Sensing Chaos, Russia Takes A ‘Wait-And-See’ Approach To Trump

David, you say in this new piece that Vladimir Putin’s resentment of the West is rooted not in ideology but in his experience of the decline and fall of Russian power and pride. So can you explain what that sense of the loss of Russian power and pride is about?

.. And Vladimir Putin was not a liberal intellectual. He was somebody who volunteered for the KGB as a teenager, whose father was a badly, badly wounded veteran of the – what’s called the Great Patriotic War, second world war in Russia. And he experienced that as a KGB officer who saw that Moscow had lost its grip not just on Warsaw and Budapest and Berlin, but also on Georgia and Azerbaijan and Armenia. And even within Russia there was talk of Russia itself breaking into smaller components. This is the drama he experienced.

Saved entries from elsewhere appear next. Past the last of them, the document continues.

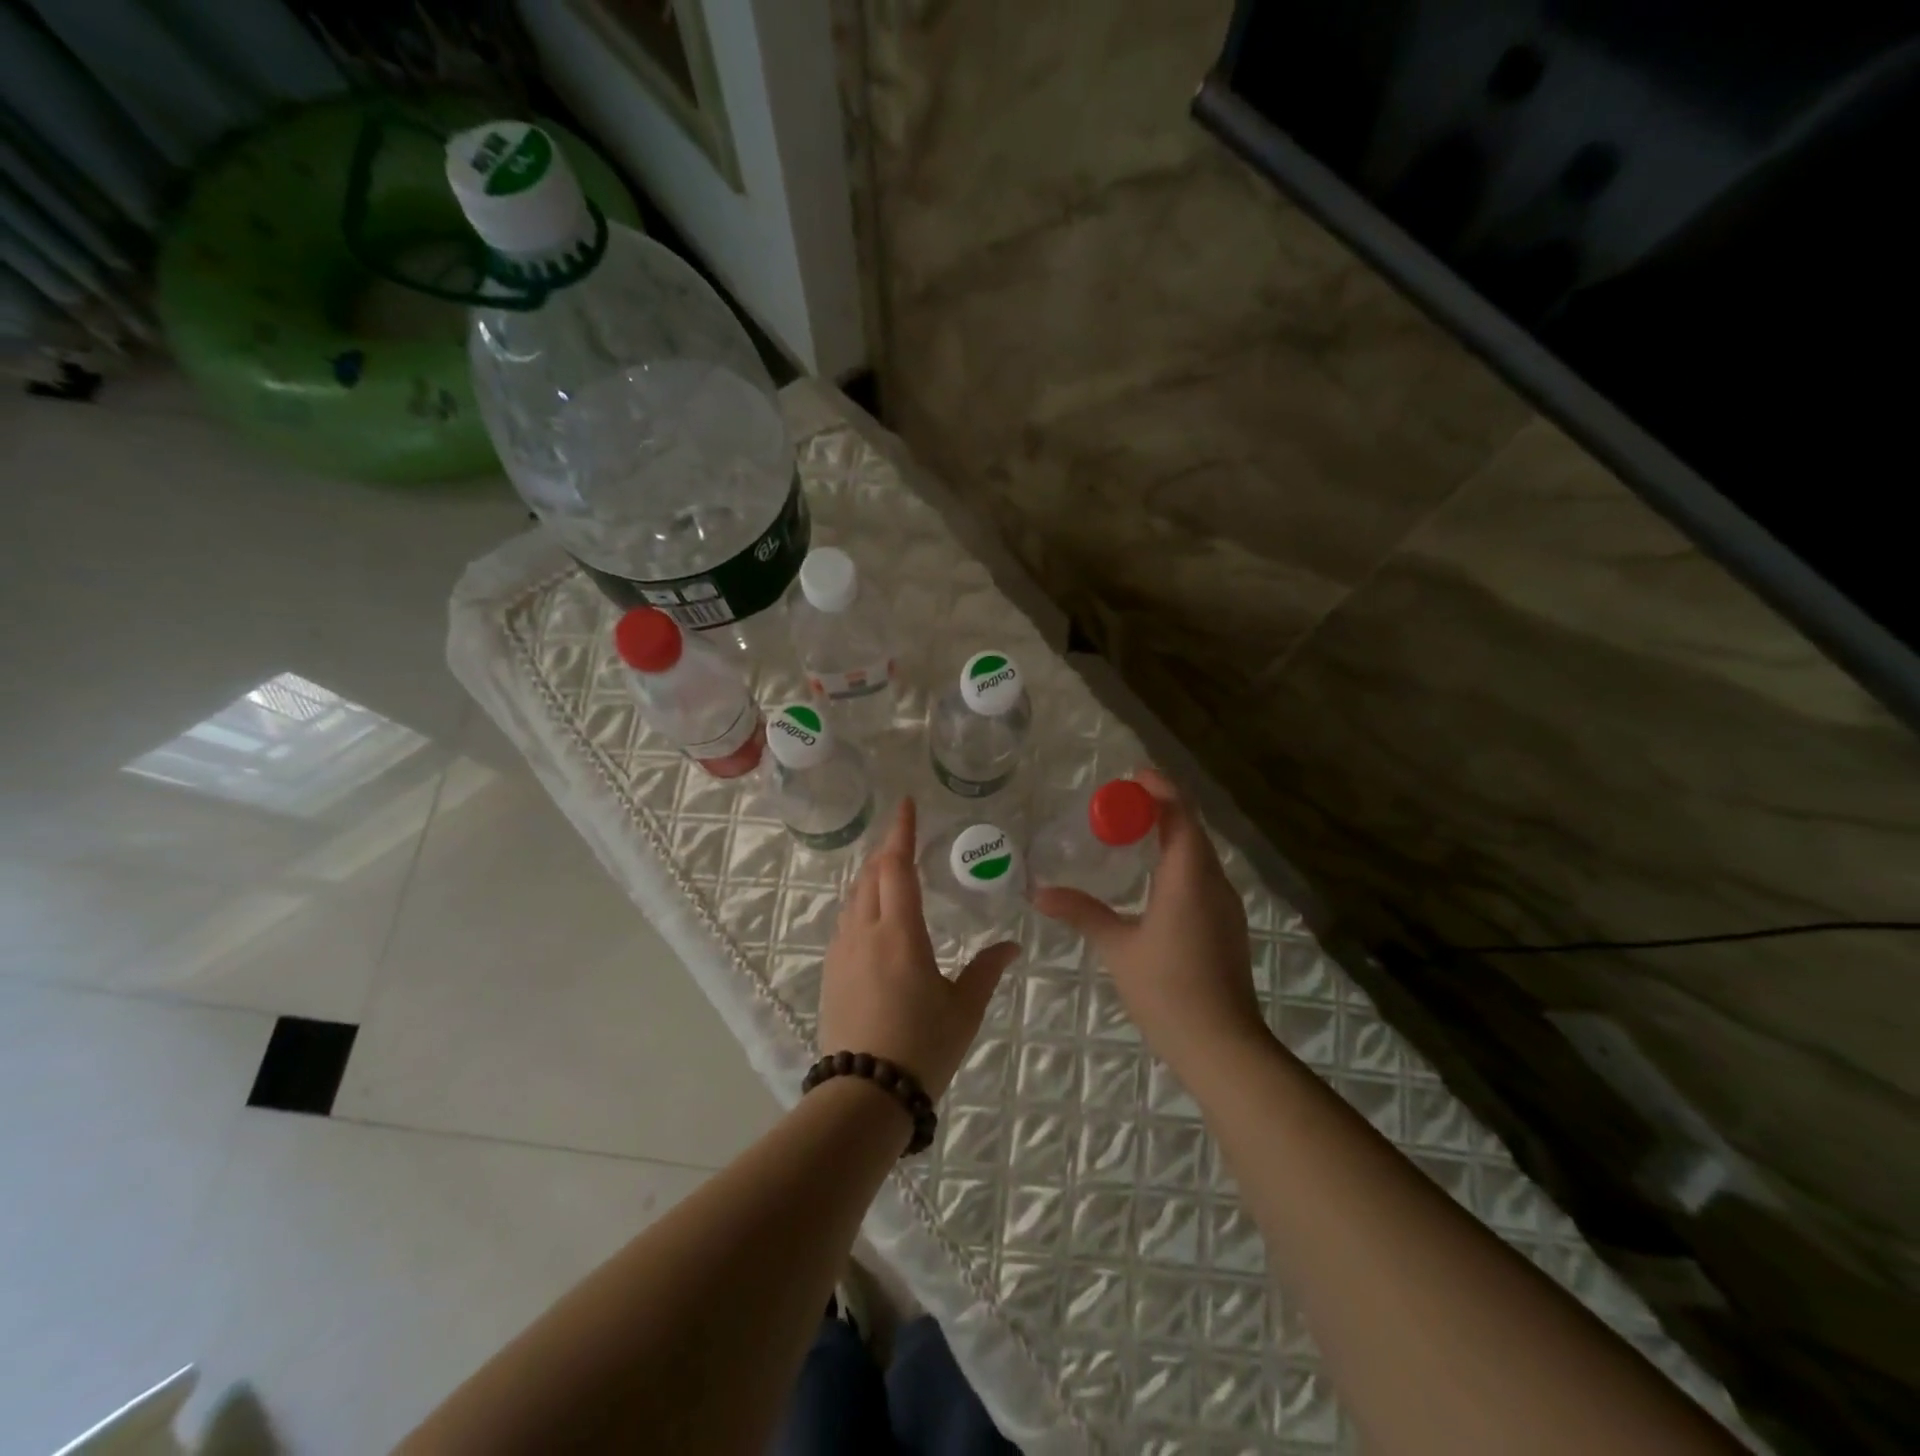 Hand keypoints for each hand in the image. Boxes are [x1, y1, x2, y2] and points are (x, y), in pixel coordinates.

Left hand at [818, 797, 1019, 1098]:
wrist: (865, 1095)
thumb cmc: (922, 1047)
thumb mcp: (964, 1009)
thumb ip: (986, 970)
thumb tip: (1012, 946)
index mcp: (900, 934)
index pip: (897, 867)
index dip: (901, 832)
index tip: (905, 803)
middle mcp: (865, 933)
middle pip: (870, 876)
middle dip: (887, 850)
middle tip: (904, 837)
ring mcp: (842, 953)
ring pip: (853, 898)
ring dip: (871, 876)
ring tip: (889, 871)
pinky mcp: (831, 973)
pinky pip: (845, 922)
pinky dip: (860, 904)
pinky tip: (872, 918)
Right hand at [1034, 768, 1265, 1072]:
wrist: (1223, 1046)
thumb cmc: (1167, 990)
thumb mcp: (1118, 948)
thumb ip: (1082, 912)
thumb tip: (1039, 893)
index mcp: (1189, 878)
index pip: (1181, 815)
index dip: (1160, 789)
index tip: (1132, 776)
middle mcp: (1214, 883)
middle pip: (1192, 829)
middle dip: (1161, 809)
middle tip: (1121, 804)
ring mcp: (1226, 905)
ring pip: (1200, 854)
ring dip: (1171, 835)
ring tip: (1133, 833)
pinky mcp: (1227, 925)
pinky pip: (1203, 876)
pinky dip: (1179, 861)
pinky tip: (1153, 878) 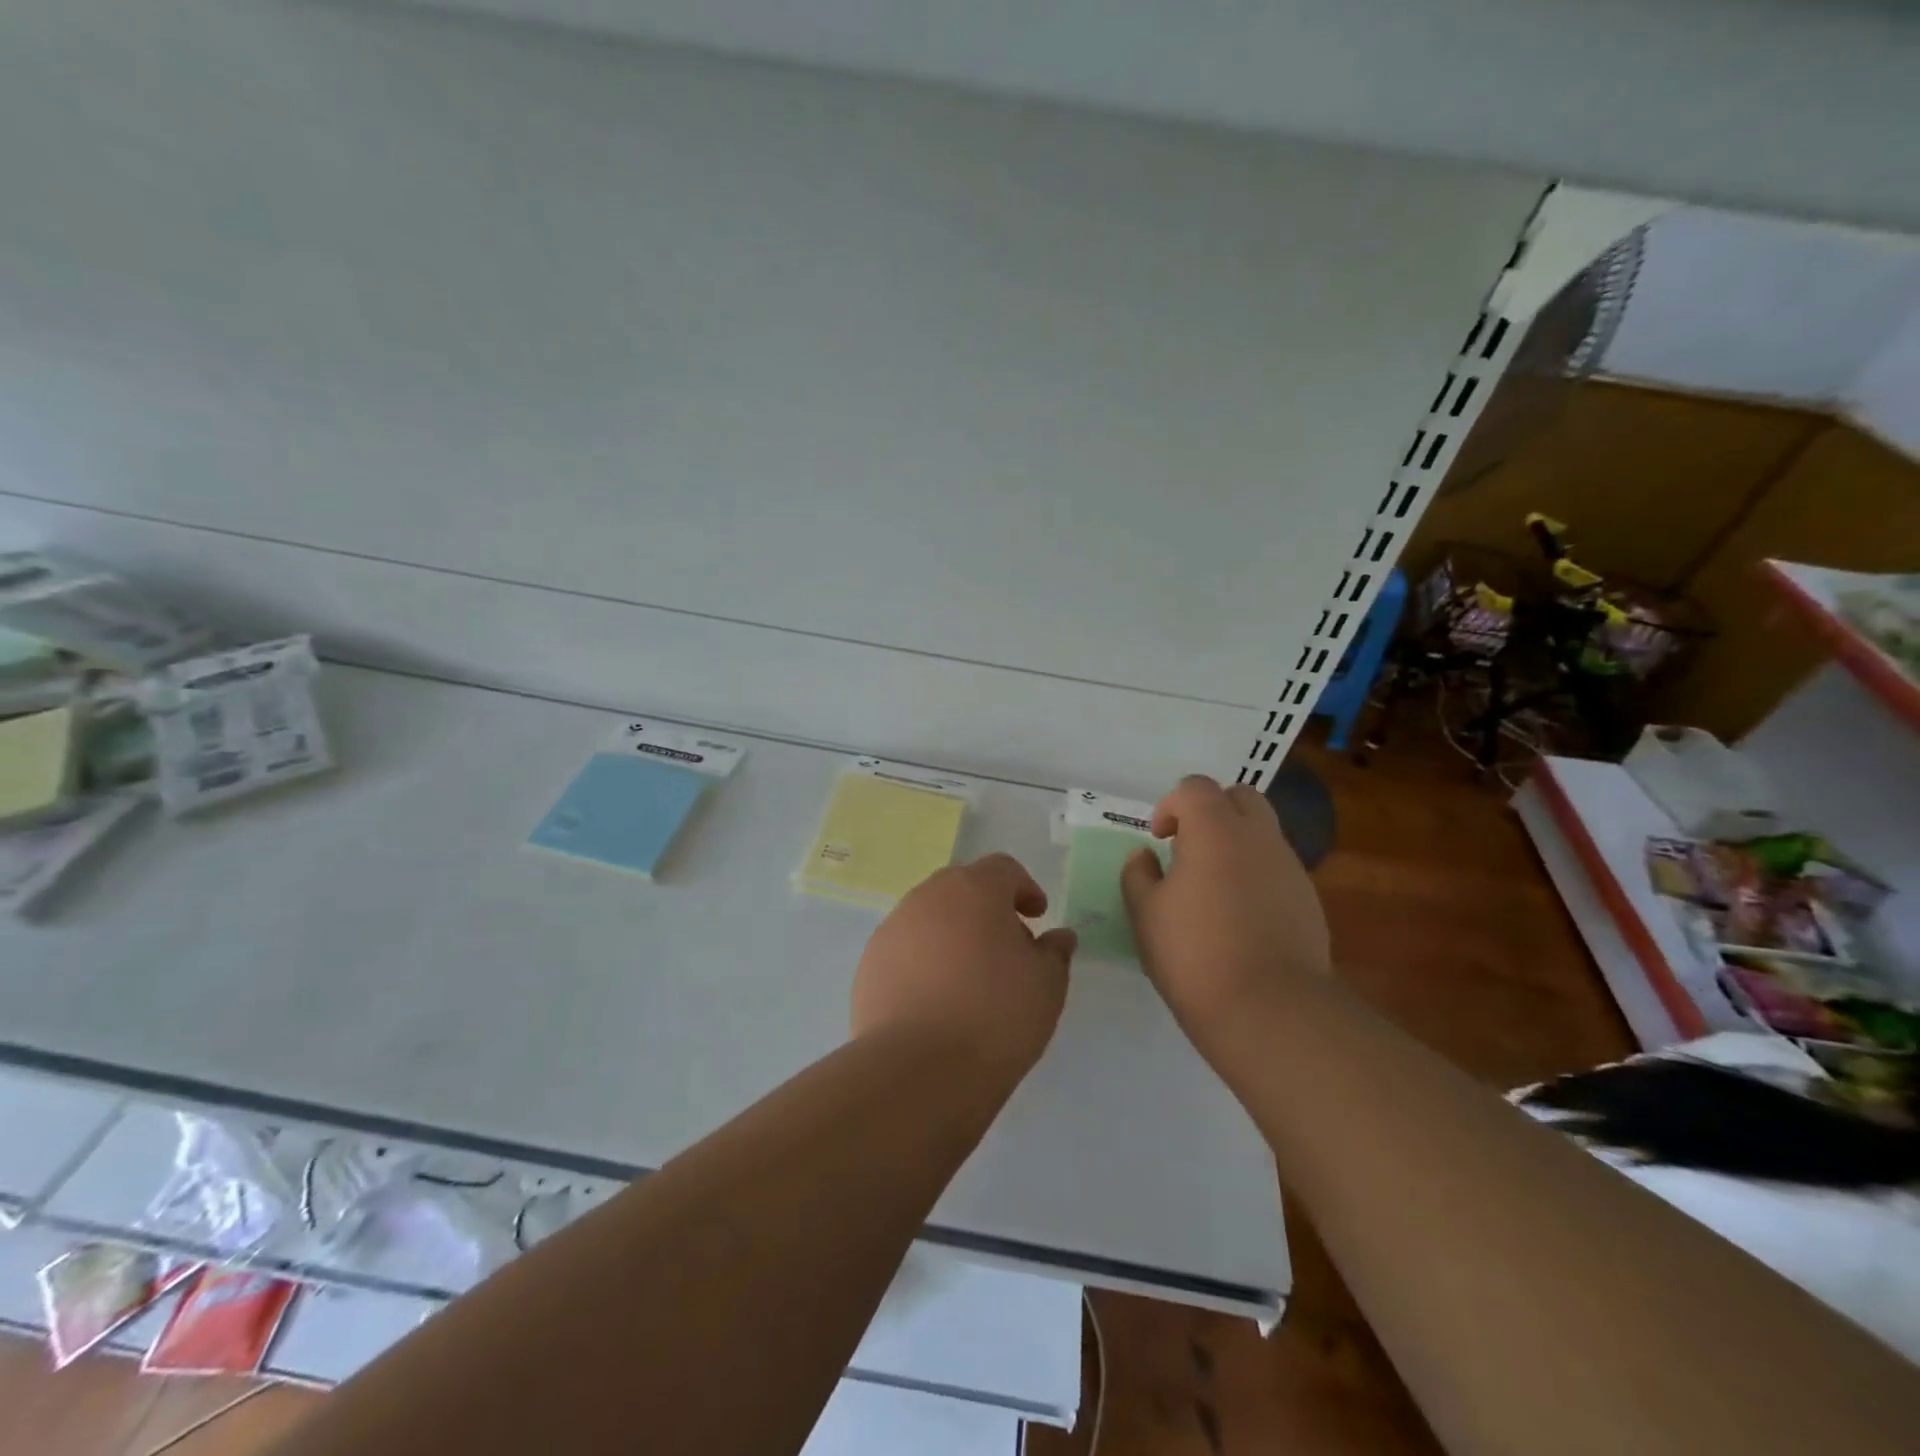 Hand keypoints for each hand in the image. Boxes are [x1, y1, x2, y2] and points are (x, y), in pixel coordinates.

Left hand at [852, 853, 1076, 1077]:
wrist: (918, 1070)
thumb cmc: (995, 1016)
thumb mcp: (1047, 986)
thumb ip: (1055, 953)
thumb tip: (1057, 937)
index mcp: (973, 889)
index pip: (1002, 869)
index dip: (1024, 888)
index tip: (1036, 916)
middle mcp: (928, 897)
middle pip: (962, 888)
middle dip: (986, 908)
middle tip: (1006, 946)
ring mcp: (892, 929)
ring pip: (930, 917)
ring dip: (952, 934)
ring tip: (970, 978)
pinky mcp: (869, 964)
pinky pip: (906, 949)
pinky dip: (924, 961)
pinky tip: (937, 1000)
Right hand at [1120, 776, 1330, 1055]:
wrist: (1270, 1008)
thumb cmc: (1194, 953)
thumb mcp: (1145, 913)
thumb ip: (1138, 875)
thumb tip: (1144, 857)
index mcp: (1215, 829)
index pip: (1195, 787)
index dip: (1171, 805)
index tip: (1159, 839)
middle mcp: (1258, 836)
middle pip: (1240, 796)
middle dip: (1212, 810)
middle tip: (1189, 847)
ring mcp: (1289, 867)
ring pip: (1263, 832)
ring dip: (1236, 842)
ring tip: (1212, 886)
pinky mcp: (1308, 899)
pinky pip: (1277, 867)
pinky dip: (1256, 874)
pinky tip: (1239, 916)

And then in the ’90s, he saw the Yeltsin government, under the name of Demokratiya – Demokratiya kind of fail on its promise in so many ways. And an economic depression came along that for many people was incredibly painful, like the ’30s in the United States. So, again, a lot of people in Russia, exemplified by Putin, saw this as a crash followed by chaos, followed by poverty. And that’s a very different view than most Americans see 1991 as.

.. And Putin was blessed, you know, when he came to power in 2000 and eventually in 2003, 2004 not only by an increasing stability in society but also oil prices shot through the roof. And that benefited the Russian economy, especially the cities, especially people in the main industry, which is oil and gas. But it’s proved illusory because the Russian economy, once oil and gas prices have declined, showed its weakness. And so eventually, Putin not only became more and more disenchanted with the West, he also decided that he needed an operating ideology.

.. And I don’t know how sincere he is in this. But it’s certainly – there’s a greater sense of conservatism, that’s what that anti-gay legislation was about, to put it in opposition to the libertine, you know, decadent West, and growing nationalism, patriotic pride. You go turn on Russian television any night, there’s an enormous sense over and over of Russian-ness, of Russian pride, of patriotism in a way that there was not in the ’90s.

.. So when Americans giggle at him doing the butterfly in the middle of a roaring river or strip to the waist on a horse or, you know, kind of like a James Bond villain, you know, in some sort of weird craft in the ocean, Russians see that as a kind of machismo version of Russian statehood.

.. Here is our man. He speaks bluntly to the West. He doesn’t take any guff from the West. He’s not swallowing stuff the way Yeltsin did. He is standing up for us, for Russian-ness. And everything that we’re doing to them is something that they’ve been doing to us for generations. So the title of our piece is called “Active Measures.” This is not a one-way street. The United States has been fooling around in – it doesn’t take propaganda to say this is true.

.. Yes, it’s true that Russians have been involved in all sorts of Cold War missions, but so have we. We have given ample evidence to Russia and else and the world to show that in the past, the United States got involved in elections, got involved in regime change. And, you know, Iraq and Libya are only the most recent evidence of it. So as Ben Rhodes, a Obama administration official said to us, you know, we give him enough rope to hang us, in a certain sense.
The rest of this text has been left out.